→ **Your goal**: When the line containing "ring dip: (617, 929)" appears in the entries below, begin printing there and stop after the line containing "pinky dip: (1523, 882)"; print each of those lines exactly and no other line.

→ **Records supplied**:
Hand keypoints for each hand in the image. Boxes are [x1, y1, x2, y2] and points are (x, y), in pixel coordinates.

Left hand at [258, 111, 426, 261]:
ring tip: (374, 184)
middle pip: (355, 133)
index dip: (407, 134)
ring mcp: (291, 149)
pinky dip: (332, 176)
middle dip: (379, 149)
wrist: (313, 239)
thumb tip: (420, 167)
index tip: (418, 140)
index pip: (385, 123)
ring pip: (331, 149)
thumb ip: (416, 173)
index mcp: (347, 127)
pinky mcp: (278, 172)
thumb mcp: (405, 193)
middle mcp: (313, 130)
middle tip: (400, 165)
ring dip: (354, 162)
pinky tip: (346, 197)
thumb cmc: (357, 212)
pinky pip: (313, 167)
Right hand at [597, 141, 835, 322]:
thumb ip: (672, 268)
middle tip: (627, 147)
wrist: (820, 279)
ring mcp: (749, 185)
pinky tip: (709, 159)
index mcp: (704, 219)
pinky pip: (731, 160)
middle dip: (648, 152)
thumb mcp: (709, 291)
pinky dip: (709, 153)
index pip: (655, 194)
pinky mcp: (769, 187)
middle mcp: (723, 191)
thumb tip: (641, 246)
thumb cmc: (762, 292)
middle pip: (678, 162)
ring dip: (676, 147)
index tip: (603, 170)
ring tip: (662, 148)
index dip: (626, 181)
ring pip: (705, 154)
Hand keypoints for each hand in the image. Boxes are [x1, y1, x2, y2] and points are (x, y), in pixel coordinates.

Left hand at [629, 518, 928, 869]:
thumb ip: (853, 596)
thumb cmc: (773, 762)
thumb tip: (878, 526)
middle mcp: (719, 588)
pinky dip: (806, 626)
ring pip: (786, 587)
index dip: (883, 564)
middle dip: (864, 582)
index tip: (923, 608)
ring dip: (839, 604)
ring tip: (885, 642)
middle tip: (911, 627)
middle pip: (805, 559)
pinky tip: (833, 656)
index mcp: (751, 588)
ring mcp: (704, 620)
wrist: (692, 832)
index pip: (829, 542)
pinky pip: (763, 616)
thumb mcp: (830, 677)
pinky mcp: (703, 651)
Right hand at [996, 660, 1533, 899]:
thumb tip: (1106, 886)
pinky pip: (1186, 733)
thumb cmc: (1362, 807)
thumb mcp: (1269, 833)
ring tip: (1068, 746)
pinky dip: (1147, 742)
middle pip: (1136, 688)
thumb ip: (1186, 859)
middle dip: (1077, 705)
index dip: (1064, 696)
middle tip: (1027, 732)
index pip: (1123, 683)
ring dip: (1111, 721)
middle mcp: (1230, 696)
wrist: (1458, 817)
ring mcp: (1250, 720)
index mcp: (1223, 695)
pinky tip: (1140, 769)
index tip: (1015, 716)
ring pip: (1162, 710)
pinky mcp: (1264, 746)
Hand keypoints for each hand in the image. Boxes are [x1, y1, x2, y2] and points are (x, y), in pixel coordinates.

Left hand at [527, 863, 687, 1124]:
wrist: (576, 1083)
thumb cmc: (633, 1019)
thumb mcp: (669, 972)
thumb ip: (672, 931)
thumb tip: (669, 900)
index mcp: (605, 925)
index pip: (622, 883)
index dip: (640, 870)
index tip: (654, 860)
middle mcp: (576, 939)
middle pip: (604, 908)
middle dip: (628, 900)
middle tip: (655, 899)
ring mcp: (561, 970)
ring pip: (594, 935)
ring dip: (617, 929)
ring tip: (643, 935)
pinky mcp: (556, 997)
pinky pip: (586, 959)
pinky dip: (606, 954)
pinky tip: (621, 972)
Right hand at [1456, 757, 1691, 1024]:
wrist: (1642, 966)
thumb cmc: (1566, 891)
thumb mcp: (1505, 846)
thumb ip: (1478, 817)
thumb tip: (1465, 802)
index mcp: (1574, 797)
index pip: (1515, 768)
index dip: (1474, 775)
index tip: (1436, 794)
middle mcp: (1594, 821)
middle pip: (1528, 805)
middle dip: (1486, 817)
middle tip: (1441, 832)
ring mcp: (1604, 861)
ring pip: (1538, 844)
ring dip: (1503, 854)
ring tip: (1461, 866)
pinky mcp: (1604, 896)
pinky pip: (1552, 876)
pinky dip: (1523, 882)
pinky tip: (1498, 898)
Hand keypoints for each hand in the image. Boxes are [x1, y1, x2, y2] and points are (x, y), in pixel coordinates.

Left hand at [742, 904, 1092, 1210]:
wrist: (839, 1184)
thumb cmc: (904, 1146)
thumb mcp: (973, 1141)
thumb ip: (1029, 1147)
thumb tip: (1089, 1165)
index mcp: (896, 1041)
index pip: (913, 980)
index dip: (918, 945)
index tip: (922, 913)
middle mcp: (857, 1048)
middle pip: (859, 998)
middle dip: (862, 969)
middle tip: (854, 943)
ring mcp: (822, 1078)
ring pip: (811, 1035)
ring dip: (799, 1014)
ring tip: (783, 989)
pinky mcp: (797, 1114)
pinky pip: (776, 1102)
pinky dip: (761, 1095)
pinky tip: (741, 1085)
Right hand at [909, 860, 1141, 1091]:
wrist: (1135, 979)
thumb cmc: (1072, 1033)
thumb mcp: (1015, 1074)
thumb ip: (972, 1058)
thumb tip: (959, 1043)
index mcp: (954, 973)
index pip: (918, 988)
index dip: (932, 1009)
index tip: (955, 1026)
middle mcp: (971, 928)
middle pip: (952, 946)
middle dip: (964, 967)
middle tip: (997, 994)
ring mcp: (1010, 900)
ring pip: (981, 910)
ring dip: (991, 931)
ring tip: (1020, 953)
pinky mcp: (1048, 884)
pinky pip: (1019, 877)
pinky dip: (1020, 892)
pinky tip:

→ **Solution to this exercise**:
ring dip: (617, 929)
ring tip: (643, 935)
pinky mcp: (556, 997)
pinky pip: (586, 959)
pinky dip: (606, 954)
pinky tip: (621, 972)
Right hand at [1456, 757, 1691, 1024]:
wrist: (1642, 966)
thumb cmc: (1566, 891)
thumb mcp: (1505, 846)
thumb ip: (1478, 817)
thumb tip: (1465, 802)
index mcp: (1574, 797)
index pip: (1515, 768)
index dip: (1474, 775)
index tip: (1436, 794)
middle mcp: (1594, 821)
middle pip: (1528, 805)
middle dip: (1486, 817)
middle tip: (1441, 832)
ring mcp: (1604, 861)
ring pip: (1538, 844)
ring dip: (1503, 854)
ring tip: (1461, 866)
pinky mcp: (1604, 896)
pinky pip: (1552, 876)
pinky dip: (1523, 882)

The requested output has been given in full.